▶ [The task]: Search the material for the string "Enzo", then return every line where it is found.

▶ [Records supplied]:
+ + + + +

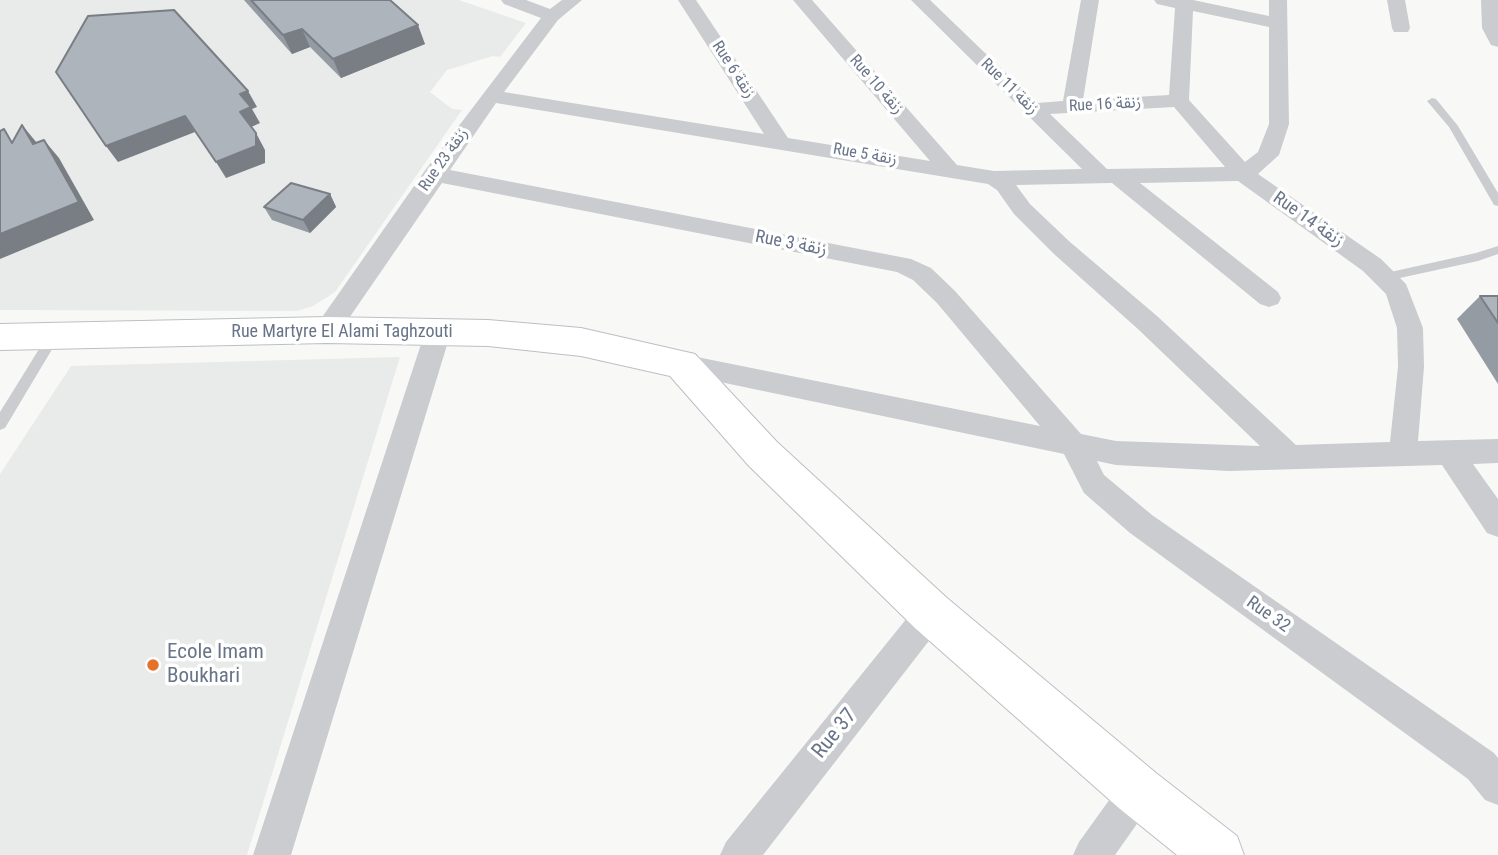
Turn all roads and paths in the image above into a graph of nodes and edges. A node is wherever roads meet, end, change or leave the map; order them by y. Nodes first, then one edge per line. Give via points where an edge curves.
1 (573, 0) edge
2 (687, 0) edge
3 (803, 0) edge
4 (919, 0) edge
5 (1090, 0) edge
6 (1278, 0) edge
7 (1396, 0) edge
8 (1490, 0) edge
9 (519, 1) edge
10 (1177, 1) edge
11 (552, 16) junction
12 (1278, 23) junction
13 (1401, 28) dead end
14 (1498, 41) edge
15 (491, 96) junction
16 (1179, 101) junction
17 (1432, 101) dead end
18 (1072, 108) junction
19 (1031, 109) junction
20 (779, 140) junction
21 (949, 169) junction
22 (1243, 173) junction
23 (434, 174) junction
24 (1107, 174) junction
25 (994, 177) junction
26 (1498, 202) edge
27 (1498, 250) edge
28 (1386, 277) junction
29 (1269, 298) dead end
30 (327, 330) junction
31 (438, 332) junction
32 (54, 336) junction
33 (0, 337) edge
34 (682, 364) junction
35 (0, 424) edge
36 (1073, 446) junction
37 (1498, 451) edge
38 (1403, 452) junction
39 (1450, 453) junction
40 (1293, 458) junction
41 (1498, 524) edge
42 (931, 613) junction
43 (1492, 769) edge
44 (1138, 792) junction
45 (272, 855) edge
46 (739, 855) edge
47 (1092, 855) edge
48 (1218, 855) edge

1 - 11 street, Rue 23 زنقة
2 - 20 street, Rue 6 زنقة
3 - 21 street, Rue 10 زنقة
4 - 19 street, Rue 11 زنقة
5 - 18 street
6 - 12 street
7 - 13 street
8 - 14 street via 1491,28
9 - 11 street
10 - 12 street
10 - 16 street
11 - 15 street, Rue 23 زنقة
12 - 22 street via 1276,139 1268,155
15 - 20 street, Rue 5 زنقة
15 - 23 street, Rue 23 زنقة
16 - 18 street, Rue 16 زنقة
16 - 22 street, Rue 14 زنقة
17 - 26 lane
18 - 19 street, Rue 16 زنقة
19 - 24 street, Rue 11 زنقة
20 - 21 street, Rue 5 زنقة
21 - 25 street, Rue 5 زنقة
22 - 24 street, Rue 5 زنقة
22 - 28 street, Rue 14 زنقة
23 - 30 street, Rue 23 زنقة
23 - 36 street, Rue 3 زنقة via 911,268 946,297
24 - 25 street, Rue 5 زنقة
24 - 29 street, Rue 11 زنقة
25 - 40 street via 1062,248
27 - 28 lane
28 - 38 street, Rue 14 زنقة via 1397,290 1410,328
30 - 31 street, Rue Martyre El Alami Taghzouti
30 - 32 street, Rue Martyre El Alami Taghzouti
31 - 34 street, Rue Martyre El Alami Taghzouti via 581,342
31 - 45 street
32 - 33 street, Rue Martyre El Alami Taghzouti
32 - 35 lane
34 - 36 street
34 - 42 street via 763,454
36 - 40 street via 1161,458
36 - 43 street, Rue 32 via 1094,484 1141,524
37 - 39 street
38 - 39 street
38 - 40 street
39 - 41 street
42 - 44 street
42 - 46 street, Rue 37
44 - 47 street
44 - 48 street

+ + + + +

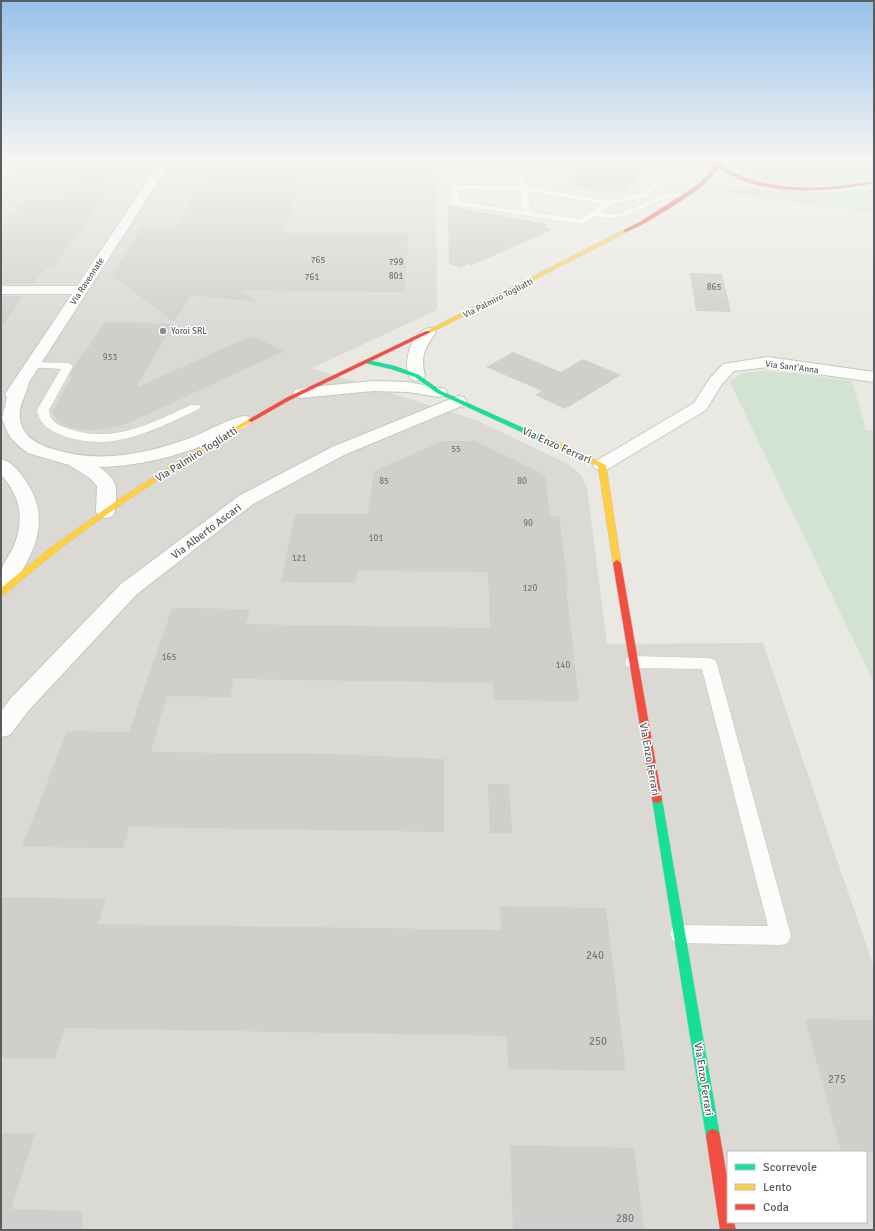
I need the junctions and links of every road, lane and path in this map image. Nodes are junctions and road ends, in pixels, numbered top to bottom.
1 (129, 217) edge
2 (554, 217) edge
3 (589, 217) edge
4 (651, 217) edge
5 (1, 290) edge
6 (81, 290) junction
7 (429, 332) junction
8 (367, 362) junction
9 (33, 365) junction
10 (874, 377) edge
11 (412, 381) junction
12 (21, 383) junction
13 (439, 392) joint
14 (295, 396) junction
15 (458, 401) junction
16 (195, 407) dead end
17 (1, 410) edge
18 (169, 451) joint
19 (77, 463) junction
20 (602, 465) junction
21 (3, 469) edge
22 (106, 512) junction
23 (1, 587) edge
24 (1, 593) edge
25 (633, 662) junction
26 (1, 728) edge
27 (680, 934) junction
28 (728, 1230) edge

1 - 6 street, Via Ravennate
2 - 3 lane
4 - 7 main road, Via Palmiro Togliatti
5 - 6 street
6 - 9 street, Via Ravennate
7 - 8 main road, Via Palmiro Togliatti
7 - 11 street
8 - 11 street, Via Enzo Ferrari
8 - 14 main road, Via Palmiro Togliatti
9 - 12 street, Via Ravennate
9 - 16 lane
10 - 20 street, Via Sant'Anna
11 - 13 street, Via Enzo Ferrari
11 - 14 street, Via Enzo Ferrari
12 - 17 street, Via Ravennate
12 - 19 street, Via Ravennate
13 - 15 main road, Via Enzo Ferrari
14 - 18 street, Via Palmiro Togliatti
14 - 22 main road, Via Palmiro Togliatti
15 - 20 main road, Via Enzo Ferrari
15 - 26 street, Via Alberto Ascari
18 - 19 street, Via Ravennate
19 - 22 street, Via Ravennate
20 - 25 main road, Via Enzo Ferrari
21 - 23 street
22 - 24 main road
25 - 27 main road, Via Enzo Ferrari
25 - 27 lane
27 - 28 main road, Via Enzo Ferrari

+ + + + +

▶ [Result for this exercise]:
8 - 11 street, Via Enzo Ferrari
11 - 13 street, Via Enzo Ferrari
11 - 14 street, Via Enzo Ferrari
13 - 15 main road, Via Enzo Ferrari
15 - 20 main road, Via Enzo Ferrari
20 - 25 main road, Via Enzo Ferrari
25 - 27 main road, Via Enzo Ferrari
27 - 28 main road, Via Enzo Ferrari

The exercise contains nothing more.